Der Konflikt zwischen OpenAI und der New York Times: KI-Gigant der Beweisunterdrückung beschuldigt

Der Konflikt zwischen OpenAI und der New York Times: KI-Gigant der Beweisunterdrückung beschuldigt

Die New York Times und The Daily News, zwei der einflussreichsten Publikationen der Welt, haben im laufenden Rechtsstreit gegen OpenAI neue und schwerwiegende Vorwürfe erhoben. Die Kläger behaupten, dass der Schöpfer von ChatGPT die Möglichkeit verschwiegen habe, seine Trainingsdatenbanken nach urheberrechtlich geschütztem Material zu durchsuchen, und vorsätzlich Beweise vernichtet habe, die dem Gericht hätten vorgelegt werden müssen. Dies berichtet Techcrunch.com berichtet.

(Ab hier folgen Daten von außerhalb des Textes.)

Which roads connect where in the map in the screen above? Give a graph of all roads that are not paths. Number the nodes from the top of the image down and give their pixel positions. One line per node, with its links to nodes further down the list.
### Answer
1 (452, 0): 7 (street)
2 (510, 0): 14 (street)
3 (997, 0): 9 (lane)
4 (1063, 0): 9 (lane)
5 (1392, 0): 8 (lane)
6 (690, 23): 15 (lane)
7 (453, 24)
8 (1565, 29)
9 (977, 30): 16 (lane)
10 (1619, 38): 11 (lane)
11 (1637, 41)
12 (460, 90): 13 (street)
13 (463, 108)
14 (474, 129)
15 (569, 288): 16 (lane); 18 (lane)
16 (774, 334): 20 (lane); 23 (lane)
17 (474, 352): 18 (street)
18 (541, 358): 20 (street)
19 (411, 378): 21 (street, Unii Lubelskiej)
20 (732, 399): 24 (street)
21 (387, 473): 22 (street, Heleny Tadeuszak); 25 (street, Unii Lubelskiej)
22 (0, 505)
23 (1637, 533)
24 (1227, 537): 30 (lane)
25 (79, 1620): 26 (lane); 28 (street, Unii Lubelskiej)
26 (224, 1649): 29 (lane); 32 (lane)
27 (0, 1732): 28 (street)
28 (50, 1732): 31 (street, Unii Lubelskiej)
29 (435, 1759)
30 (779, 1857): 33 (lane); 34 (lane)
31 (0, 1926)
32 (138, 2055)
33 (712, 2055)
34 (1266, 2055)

Im Zentrum dieses seit zwei Jahren andauernden Rechtsstreits steht der Vorwurf, dass OpenAI seine KI-Modelle illegal mit Inhalten aus Medienunternehmen trainiert hat. Bisher hatte das Unternehmen behauptet, dass die Suche nach spezifischem Material in seinen riesigen Datenbanken technisch unmöglich sei und die Privatsphäre der Nutzer verletzen würde. Neue Informationen stellen diese Behauptungen jedoch in Frage.

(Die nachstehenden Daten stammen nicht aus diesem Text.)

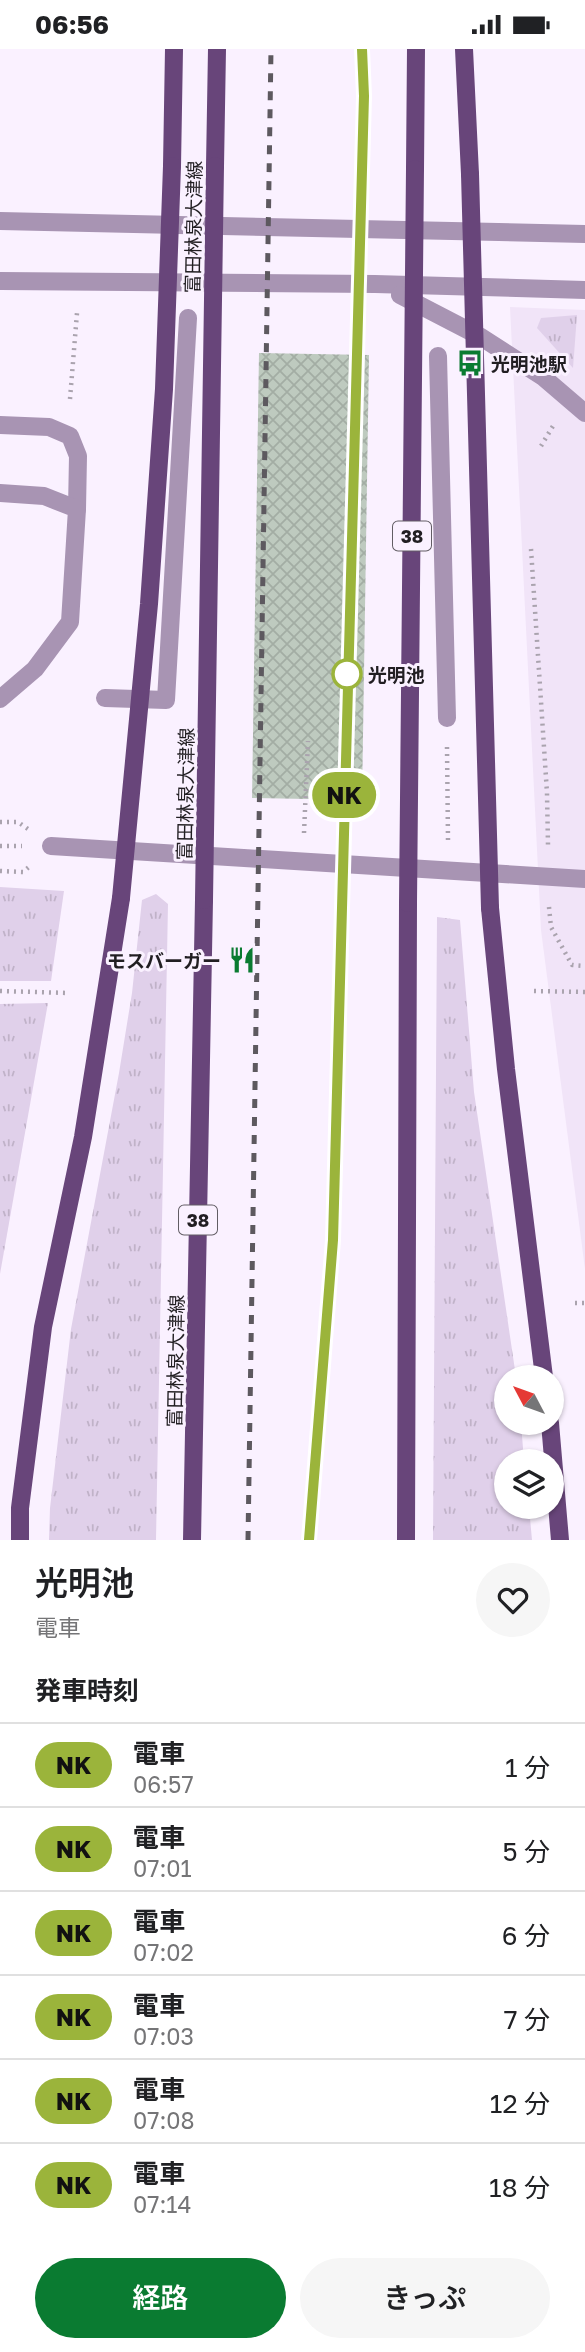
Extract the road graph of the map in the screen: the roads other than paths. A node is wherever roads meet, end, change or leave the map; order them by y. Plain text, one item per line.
1 (174, 49) edge
2 (217, 49) edge
3 (416, 49) edge
4 (464, 49) edge
5 (0, 221) edge
6 (585, 234) edge
7 (0, 281) edge
8 (375, 284) junction
9 (585, 290) edge
10 (188, 318) dead end
11 (438, 356) dead end
12 (585, 413) edge
13 (0, 425) edge
14 (0, 493) edge
15 (77, 509) junction
16 (105, 698) dead end
17 (0, 699) edge
18 (447, 718) road end
19 (51, 846) dead end
20 (585, 879) edge
21 (543, 1365) edge
22 (551, 1435) edge
23 (20, 1540) edge
24 (192, 1540) edge
25 (406, 1540) edge
26 (560, 1540) edge

1 - 23 main road, bridge
2 - 24 main road, 富田林泉大津線 / 38, bridge
3 - 25 main road, 38, bridge
4 - 21 main road, bridge
5 - 6 street
7 - 8 street
8 - 9 street
8 - 12 street
10 - 16 street
11 - 18 street
13 - 15 street
14 - 15 street
15 - 17 street
19 - 20 street
22 - 26 main road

Geheimprojekte und versteckte Datenbanken

Laut gerichtlichen Aussagen enthüllte OpenAI-Ingenieur Vinnie Monaco, dass das Unternehmen bereits interne Suchsysteme implementiert hatte, um Urheberrechtsverletzungen innerhalb seines Trainingskorpus zu überprüfen. Insbesondere wird behauptet, dass das Unternehmen mithilfe eines Toolsets namens "Project Giraffe" und spezieller Filter überwacht habe, inwieweit Originaltexte in ChatGPT-Antworten reproduziert wurden.

Darüber hinaus wurde bekannt, dass OpenAI vor Einreichung der Klage eine Datenbank mit etwa 78 Millionen anonymisierten Unterhaltungen erstellt hatte. Diese Datenbank wurde verwendet, um zu analysieren, inwieweit die KI das geistige Eigentum anderer Verlage nutzt. Die Anwälte der Kläger sind der Ansicht, dass OpenAI die Bereitstellung der bereits gesammelten und analysierten Daten vorsätzlich erschwert hat.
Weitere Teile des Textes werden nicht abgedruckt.